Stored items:
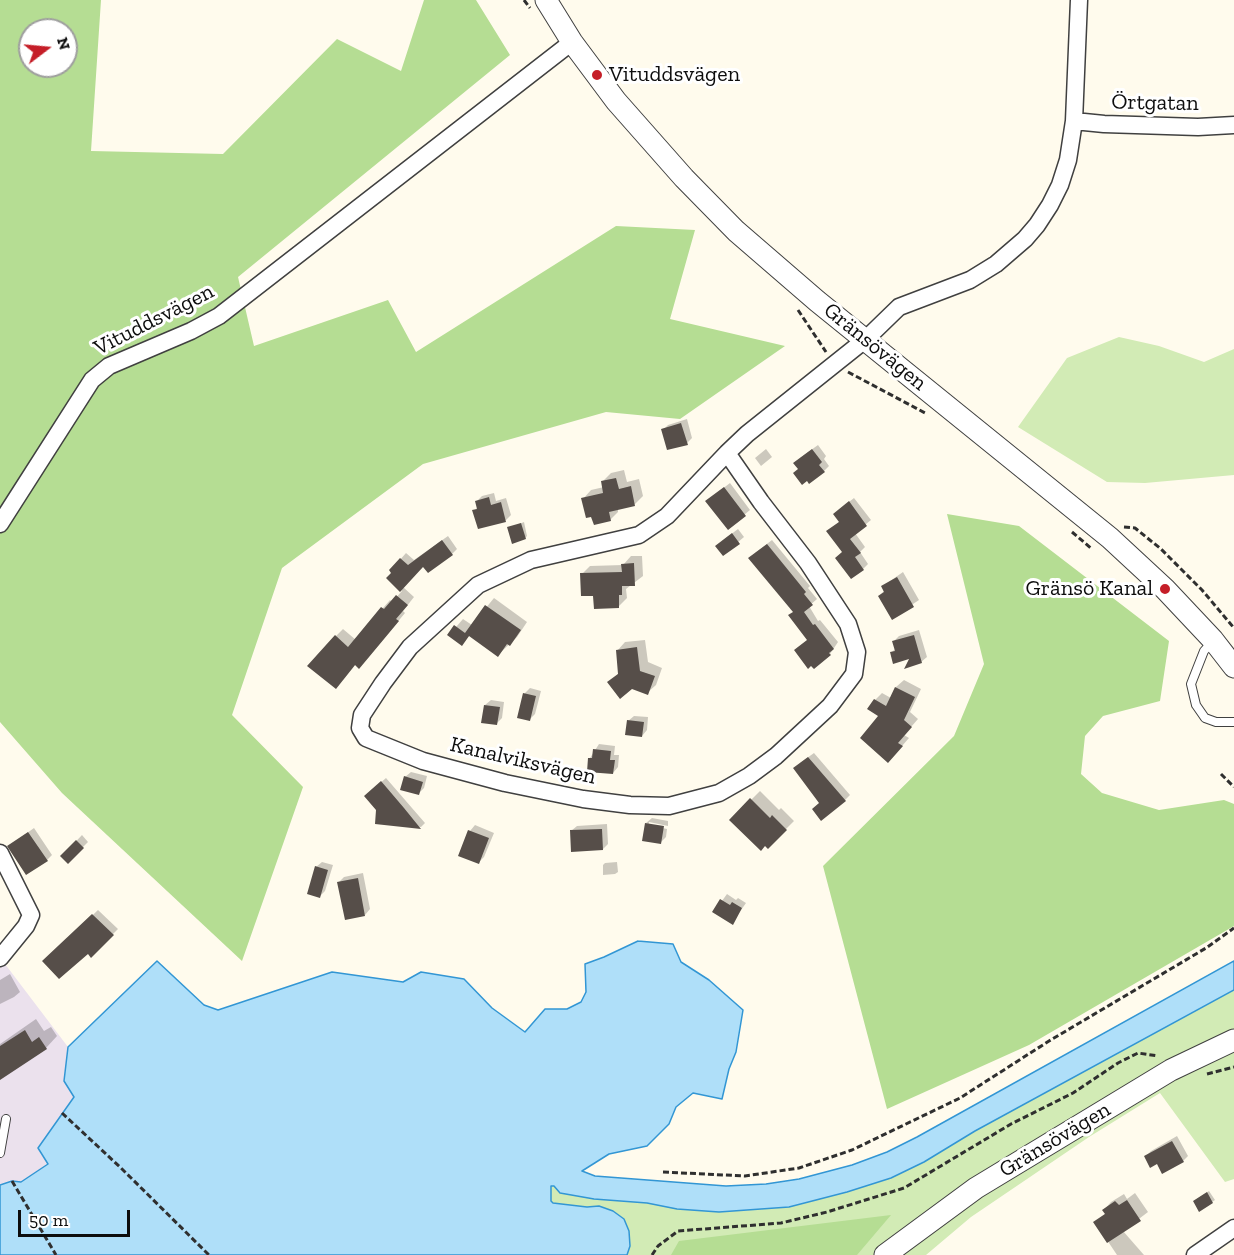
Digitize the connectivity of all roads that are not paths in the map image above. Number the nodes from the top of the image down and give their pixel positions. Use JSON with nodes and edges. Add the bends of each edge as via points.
{"nodes":[{"id":1,"x":546,"y":0,"type":"edge"},
{"id":2,"x":1079,"y":0,"type":"edge"},
{"id":3,"x":572,"y":42,"type":"junction"},
{"id":4,"x":1074,"y":121,"type":"junction"},
{"id":5,"x":1234,"y":125,"type":"edge"},
{"id":6,"x":866,"y":339,"type":"junction"},
{"id":7,"x":727,"y":453,"type":"junction"},
{"id":8,"x":0,"y":524,"type":"edge"},
{"id":9,"x":1213,"y":640,"type":"junction"},
{"id":10,"x":1234,"y":667,"type":"edge"},
{"id":11,"x":1234,"y":722,"type":"edge"},
{"id":12,"x":0,"y":853,"type":"edge"},
{"id":13,"x":0,"y":958,"type":"edge"},
{"id":14,"x":1233,"y":1043,"type":"edge"},
{"id":15,"x":6,"y":1119,"type":"dead end"},
{"id":16,"x":0,"y":1153,"type":"edge"},
{"id":17,"x":1234,"y":1228,"type":"edge"},
{"id":18,"x":885,"y":1255,"type":"edge"},
{"id":19,"x":1195,"y":1255,"type":"edge"}],
"edges":[{"from":1,"to":3,"type":"street","name":"Gränsövägen"},
{"from":2,"to":4,"type":"street","name":"Kanalviksvägen"},
{"from":3,"to":6,"type":"street","name":"Gränsövägen","via":[[622,109],[736,231]]},
{"from":3,"to":8,"type":"street","name":"Vituddsvägen","via":[[219,316],[109,366],[92,380]]},
{"from":4,"to":5,"type":"street","name":"Örtgatan"},
{"from":4,"to":6,"type":"street","name":"Kanalviksvägen","via":[[1060,185],[1025,239],[970,280],[899,307]]},
{"from":6,"to":7,"type":"street","name":"Kanalviksvägen"},
{"from":6,"to":9,"type":"street","name":"Gränsövägen","via":[[1110,538]]},
{"from":7,"to":7,"type":"street","name":"Kanalviksvägen","via":[[667,516],[639,535],[531,560],[478,585],[410,647],[383,683],[362,715],[360,728],[366,738],[423,761],[505,783],[630,805],[669,806],[719,794],[776,756],[830,706],[854,674],[857,652],[848,624]]},
{"from":9,"to":10,"type":"street","name":"Gränsövägen"},
{"from":9,"to":11,"type":"lane","via":[[1204,651],[1191,684],[1196,705],[1205,718]]},
{"from":12,"to":13,"type":"street","via":[[31,915]]},
{"from":14,"to":18,"type":"street","name":"Gränsövägen","via":[[1171,1070],[976,1188]]},
{"from":15,"to":16,"type":"lane"},
{"from":17,"to":19,"type":"street"}]}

Task objective: Return all lines from the data above with "Gränsövägen" in them.

Answer to this task:
"edges":[{"from":1,"to":3,"type":"street","name":"Gränsövägen"},
{"from":3,"to":6,"type":"street","name":"Gränsövägen","via":[[622,109],[736,231]]},
{"from":6,"to":9,"type":"street","name":"Gränsövägen","via":[[1110,538]]},
{"from":9,"to":10,"type":"street","name":"Gränsövägen"},
{"from":14,"to":18,"type":"street","name":"Gränsövägen","via":[[1171,1070],[976,1188]]},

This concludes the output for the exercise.